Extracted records
[Start of section]

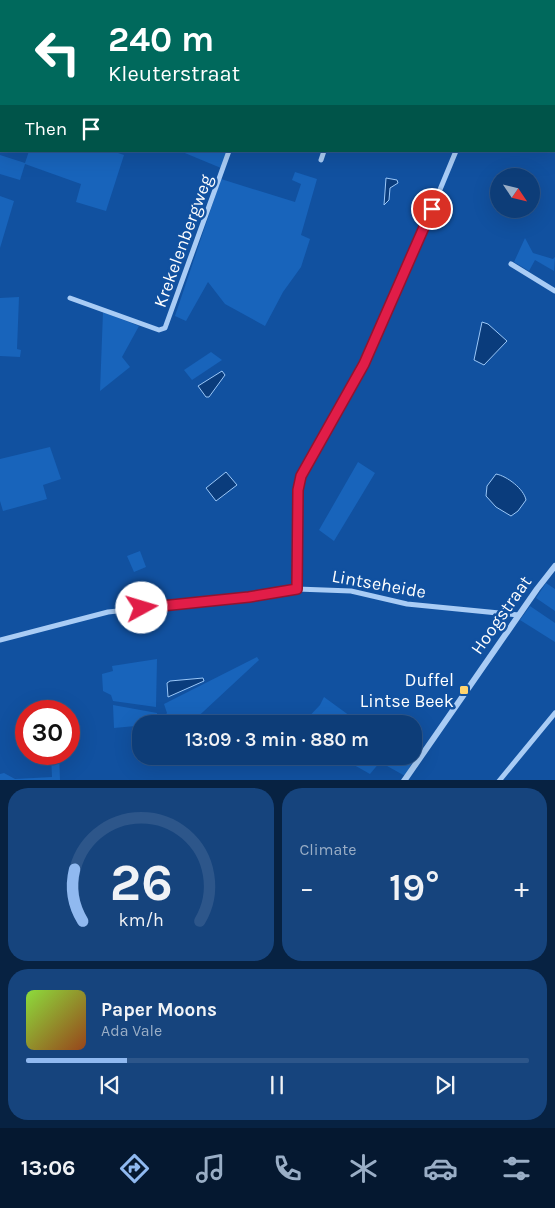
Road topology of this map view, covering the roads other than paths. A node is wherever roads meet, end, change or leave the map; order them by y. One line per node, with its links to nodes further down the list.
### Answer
1 (229, 152): 7 (street, Krekelenbergweg)
2 (324, 152): 4 (street)
3 (456, 152): 9 (street)
4 (321, 160)
5 (511, 264): 6 (street)
6 (555, 291)
7 (70, 298)
8 (555, 566): 10 (street, Hoogstraat)
9 (297, 589): 10 (street, Lintseheide); 11 (street, Lintseheide)
10 (518, 616): 13 (street, Hoogstraat)
11 (0, 640)
12 (555, 713): 14 (street)
13 (407, 780)
14 (500, 780)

[End of section]

- _What the task requires_
Although the records hold pictures, return only what remains, word for word.

- _Solution for this task_
Road topology of this map view, covering the roads other than paths. A node is wherever roads meet, end, change or leave the map; order them by y. One line per node, with its links to nodes further down the list.
### Answer
1 (229, 152): 7 (street, Krekelenbergweg)
2 (324, 152): 4 (street)
3 (456, 152): 9 (street)
4 (321, 160)
5 (511, 264): 6 (street)
6 (555, 291)
7 (70, 298)
8 (555, 566): 10 (street, Hoogstraat)
9 (297, 589): 10 (street, Lintseheide); 11 (street, Lintseheide)
10 (518, 616): 13 (street, Hoogstraat)
11 (0, 640)
12 (555, 713): 14 (street)
13 (407, 780)
14 (500, 780)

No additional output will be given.